## Record extracts
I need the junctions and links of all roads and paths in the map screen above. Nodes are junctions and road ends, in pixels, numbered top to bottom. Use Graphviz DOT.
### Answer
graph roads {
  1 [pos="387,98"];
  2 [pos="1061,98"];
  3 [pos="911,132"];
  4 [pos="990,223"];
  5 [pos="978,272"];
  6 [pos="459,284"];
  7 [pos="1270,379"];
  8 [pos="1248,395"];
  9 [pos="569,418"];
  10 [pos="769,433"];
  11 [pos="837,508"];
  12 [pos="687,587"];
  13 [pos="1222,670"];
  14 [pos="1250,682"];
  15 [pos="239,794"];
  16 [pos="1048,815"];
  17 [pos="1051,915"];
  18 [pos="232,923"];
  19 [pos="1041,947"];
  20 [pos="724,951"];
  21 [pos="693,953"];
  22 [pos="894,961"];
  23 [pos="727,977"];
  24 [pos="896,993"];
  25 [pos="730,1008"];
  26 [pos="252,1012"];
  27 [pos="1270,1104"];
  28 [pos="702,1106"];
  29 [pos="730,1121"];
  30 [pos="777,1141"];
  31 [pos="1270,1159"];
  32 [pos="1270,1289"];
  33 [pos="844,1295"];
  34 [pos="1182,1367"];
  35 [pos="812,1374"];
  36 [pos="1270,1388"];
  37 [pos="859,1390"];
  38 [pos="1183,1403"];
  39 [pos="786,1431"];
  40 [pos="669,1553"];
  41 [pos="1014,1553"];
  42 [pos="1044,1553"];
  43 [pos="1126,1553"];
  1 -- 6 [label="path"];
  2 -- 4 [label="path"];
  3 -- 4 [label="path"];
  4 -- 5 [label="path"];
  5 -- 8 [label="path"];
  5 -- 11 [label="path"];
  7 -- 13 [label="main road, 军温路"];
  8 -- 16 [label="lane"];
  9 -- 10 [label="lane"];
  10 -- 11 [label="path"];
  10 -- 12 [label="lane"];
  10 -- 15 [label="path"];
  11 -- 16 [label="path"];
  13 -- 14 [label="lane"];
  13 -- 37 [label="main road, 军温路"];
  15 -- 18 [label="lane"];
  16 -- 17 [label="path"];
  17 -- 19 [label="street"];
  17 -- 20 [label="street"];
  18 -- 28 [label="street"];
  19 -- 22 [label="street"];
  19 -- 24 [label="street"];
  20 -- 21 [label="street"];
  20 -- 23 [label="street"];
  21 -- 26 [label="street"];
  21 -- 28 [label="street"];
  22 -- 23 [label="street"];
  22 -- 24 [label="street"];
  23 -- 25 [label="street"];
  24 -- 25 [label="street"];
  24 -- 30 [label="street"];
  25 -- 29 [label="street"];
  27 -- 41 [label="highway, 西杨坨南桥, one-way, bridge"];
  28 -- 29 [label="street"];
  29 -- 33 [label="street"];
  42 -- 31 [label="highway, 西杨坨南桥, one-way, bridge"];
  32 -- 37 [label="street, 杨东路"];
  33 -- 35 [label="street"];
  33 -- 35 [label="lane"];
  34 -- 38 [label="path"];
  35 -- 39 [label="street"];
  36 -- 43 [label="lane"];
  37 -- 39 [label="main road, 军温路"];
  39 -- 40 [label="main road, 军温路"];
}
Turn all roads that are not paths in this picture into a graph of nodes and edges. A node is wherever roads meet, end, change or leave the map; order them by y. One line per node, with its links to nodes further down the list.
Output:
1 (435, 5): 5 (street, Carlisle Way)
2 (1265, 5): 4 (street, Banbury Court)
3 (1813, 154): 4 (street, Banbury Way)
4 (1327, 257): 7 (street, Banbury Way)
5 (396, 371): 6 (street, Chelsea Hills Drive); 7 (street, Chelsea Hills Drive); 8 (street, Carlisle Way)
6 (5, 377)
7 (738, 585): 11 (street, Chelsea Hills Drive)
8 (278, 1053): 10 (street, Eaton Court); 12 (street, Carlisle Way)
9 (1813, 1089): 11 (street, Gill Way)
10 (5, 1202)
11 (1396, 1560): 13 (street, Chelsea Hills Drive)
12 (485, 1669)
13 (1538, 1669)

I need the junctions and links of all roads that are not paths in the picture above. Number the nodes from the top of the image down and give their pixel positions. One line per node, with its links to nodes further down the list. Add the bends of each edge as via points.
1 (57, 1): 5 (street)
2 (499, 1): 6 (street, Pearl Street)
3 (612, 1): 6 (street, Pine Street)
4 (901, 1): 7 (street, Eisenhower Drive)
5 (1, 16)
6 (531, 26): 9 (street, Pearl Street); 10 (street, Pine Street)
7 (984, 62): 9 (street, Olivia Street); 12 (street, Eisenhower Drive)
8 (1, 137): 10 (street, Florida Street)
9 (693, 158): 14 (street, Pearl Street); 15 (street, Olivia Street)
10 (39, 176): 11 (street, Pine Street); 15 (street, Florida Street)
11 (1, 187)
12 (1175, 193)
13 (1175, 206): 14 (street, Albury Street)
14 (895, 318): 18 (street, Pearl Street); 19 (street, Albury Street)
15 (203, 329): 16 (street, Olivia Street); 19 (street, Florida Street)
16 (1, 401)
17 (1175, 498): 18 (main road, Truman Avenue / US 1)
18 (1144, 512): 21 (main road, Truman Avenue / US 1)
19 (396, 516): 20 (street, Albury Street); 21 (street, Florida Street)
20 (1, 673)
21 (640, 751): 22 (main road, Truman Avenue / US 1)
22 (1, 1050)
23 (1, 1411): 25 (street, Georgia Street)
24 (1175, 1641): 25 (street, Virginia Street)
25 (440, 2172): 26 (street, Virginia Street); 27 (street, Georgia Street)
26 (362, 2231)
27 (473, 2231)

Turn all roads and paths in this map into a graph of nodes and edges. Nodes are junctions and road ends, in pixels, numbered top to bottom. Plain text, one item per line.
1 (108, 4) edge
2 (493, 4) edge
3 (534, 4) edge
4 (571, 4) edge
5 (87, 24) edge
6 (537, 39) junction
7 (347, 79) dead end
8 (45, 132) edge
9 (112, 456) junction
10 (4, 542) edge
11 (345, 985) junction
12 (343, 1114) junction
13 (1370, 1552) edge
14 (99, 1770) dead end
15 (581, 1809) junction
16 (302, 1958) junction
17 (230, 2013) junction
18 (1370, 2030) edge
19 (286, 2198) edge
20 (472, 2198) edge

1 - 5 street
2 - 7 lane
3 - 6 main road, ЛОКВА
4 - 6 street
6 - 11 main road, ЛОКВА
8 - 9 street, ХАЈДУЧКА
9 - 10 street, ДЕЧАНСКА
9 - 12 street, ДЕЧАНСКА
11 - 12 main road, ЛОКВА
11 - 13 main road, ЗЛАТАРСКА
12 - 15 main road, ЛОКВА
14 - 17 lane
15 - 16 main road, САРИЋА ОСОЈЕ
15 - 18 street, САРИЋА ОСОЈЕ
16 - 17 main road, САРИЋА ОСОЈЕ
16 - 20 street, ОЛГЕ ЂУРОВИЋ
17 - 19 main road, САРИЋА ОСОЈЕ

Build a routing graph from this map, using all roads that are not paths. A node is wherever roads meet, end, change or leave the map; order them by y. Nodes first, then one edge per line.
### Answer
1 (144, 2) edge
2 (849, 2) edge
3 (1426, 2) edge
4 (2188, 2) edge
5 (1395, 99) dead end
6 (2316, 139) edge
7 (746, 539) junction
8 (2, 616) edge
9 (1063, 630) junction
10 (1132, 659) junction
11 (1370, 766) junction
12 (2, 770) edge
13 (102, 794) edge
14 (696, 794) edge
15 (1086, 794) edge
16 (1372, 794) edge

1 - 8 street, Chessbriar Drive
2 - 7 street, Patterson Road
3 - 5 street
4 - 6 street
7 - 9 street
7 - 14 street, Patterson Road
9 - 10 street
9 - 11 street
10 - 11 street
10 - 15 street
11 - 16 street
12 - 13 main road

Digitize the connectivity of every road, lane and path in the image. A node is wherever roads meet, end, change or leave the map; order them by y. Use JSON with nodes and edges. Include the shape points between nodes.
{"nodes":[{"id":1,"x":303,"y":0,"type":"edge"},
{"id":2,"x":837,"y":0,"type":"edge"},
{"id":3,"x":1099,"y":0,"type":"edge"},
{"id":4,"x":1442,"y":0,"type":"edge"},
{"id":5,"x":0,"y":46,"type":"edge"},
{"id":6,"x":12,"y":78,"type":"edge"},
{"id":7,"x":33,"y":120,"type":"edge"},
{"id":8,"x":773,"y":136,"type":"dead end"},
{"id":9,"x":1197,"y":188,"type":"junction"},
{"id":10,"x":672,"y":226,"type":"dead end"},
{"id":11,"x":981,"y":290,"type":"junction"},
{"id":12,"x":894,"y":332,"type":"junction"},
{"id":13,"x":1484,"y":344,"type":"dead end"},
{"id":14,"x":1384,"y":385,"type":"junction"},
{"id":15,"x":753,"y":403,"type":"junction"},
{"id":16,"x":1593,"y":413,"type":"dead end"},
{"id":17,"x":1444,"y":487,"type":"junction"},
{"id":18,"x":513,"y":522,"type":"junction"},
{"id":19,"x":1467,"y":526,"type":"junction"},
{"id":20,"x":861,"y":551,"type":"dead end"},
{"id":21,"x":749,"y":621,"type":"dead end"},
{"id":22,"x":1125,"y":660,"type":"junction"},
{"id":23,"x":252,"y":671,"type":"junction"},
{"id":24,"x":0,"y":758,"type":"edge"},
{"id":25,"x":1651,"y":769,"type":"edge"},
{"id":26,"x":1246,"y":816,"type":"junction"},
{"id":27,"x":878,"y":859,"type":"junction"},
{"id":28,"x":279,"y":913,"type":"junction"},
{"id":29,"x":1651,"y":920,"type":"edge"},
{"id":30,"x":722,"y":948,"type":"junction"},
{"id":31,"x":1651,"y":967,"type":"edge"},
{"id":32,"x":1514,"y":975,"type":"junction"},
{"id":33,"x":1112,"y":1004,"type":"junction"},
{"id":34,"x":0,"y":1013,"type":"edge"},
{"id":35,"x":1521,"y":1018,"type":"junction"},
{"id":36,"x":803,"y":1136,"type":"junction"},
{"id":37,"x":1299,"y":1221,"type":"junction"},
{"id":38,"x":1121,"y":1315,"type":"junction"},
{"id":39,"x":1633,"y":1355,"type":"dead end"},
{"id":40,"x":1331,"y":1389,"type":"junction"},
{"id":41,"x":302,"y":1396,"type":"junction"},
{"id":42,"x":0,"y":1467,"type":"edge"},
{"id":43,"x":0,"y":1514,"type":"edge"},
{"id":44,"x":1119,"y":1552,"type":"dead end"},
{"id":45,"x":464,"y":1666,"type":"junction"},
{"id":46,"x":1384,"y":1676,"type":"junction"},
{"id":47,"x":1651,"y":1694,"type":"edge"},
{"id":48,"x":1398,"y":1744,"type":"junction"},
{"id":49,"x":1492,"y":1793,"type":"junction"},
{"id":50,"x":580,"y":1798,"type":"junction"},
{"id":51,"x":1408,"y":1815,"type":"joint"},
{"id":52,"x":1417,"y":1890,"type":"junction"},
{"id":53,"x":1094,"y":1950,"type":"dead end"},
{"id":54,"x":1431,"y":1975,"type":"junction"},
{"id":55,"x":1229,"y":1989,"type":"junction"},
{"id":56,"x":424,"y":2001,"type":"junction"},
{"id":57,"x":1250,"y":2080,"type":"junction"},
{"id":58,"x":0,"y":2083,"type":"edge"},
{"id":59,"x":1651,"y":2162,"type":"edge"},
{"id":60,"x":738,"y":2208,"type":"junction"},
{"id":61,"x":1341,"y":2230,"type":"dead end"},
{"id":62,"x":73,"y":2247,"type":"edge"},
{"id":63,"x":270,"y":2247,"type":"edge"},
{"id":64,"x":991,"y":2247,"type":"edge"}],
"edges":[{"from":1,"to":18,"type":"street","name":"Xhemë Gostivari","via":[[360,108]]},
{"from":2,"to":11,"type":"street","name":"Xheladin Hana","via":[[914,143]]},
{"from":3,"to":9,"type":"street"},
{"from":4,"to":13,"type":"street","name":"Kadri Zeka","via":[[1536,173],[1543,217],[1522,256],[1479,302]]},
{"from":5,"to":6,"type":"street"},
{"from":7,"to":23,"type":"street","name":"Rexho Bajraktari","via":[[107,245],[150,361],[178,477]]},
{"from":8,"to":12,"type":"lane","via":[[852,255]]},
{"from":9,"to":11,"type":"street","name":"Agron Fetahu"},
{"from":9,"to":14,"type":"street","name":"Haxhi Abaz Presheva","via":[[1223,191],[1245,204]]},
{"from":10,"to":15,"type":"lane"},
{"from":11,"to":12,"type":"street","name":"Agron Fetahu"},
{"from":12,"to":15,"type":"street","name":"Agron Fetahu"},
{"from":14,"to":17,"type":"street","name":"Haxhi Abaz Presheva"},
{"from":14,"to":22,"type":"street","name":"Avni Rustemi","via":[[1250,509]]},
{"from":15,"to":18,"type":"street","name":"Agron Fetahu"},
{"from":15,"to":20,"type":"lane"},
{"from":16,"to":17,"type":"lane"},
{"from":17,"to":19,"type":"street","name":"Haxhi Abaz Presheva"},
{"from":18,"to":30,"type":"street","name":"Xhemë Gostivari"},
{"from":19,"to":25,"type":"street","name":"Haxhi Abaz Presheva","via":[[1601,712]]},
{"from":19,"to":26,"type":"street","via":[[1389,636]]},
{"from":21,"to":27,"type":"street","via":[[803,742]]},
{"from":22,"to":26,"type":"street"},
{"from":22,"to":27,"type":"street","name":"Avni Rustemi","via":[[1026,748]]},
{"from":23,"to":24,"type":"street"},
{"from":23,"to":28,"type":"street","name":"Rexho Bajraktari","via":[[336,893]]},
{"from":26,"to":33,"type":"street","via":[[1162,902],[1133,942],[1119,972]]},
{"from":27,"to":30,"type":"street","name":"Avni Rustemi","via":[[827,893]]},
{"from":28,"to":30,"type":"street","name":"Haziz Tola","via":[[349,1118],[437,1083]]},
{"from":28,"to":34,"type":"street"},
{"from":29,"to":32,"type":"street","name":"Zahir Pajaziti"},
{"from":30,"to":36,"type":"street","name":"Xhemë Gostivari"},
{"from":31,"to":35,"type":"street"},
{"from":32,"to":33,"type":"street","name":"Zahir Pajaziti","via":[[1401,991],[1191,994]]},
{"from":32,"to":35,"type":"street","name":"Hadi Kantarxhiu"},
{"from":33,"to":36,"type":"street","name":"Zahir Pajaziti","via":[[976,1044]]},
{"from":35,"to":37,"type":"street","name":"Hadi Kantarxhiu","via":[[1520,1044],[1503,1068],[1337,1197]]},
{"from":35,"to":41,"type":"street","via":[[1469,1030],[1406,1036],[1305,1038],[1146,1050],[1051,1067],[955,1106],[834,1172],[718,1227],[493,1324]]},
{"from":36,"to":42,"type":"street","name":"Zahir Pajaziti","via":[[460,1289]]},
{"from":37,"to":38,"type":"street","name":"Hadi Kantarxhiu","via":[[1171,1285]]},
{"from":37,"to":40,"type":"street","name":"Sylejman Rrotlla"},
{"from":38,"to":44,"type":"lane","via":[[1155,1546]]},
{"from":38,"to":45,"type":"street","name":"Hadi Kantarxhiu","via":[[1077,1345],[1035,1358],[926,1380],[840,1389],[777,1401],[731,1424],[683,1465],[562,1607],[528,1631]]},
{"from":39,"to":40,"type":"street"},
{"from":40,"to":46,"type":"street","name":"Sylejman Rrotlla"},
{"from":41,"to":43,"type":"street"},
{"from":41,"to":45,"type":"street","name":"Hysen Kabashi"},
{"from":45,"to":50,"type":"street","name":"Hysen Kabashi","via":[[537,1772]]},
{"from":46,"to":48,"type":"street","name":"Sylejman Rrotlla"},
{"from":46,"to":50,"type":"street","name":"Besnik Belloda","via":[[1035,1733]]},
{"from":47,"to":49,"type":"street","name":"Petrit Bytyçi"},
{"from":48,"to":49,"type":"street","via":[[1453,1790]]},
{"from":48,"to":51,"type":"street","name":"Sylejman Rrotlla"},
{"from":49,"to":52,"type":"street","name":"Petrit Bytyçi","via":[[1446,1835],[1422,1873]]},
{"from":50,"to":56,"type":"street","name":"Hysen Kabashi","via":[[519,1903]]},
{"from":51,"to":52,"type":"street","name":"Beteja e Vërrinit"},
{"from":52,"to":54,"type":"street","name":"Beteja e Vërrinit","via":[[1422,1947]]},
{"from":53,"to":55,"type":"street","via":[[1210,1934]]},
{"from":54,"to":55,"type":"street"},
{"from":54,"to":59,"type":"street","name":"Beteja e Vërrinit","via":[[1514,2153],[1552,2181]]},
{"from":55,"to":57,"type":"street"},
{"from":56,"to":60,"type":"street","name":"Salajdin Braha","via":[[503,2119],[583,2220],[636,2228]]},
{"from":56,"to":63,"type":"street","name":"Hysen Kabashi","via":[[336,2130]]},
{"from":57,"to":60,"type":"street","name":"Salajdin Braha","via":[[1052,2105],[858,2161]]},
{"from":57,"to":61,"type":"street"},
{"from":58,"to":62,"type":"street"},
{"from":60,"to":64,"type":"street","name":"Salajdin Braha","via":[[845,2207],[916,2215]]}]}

## Task description
Take from the material above the lines running from the one with "Turn all roads and" through the one with "Build a routing", and repeat them exactly, with nothing else.

## Output for this task
Turn all roads and paths in this map into a graph of nodes and edges. Nodes are junctions and road ends, in pixels, numbered top to bottom. Plain text, one item per line.
1 (108, 4) edge
2 (493, 4) edge
3 (534, 4) edge
4 (571, 4) edge
5 (87, 24) edge
6 (537, 39) junction
7 (347, 79) dead end
8 (45, 132) edge
9 (112, 456) junction
10 (4, 542) edge
11 (345, 985) junction
12 (343, 1114) junction
13 (1370, 1552) edge
14 (99, 1770) dead end
15 (581, 1809) junction
16 (302, 1958) junction
17 (230, 2013) junction
18 (1370, 2030) edge
19 (286, 2198) edge
20 (472, 2198) edge

1 - 5 street
2 - 7 lane
3 - 6 main road, ЛОКВА
4 - 6 street
6 - 11 main road, ЛОКВА
8 - 9 street, ХАЈДУЧКА
9 - 10 street, ДЕЧАНСКА
9 - 12 street, ДЕЧАНСКА
11 - 12 main road, ЛОКВА
11 - 13 main road, ЗЛАТАРСКА
12 - 15 main road, ЛОКВА
14 - 17 lane
15 - 16 main road, САРИЋА ОСОЈЕ
15 - 18 street, САРИЋА ОСОЈЕ
16 - 17 main road, САРИЋА ОСОЈЕ
16 - 20 street, ОЛГЕ ЂУРОВИЋ
17 - 19 main road, САРИЋА ОСОЈЕ

Build a routing graph from this map, using all roads that are not paths. A node is wherever roads meet, end, change or leave the map; order them by y. Nodes first, then one edge per line.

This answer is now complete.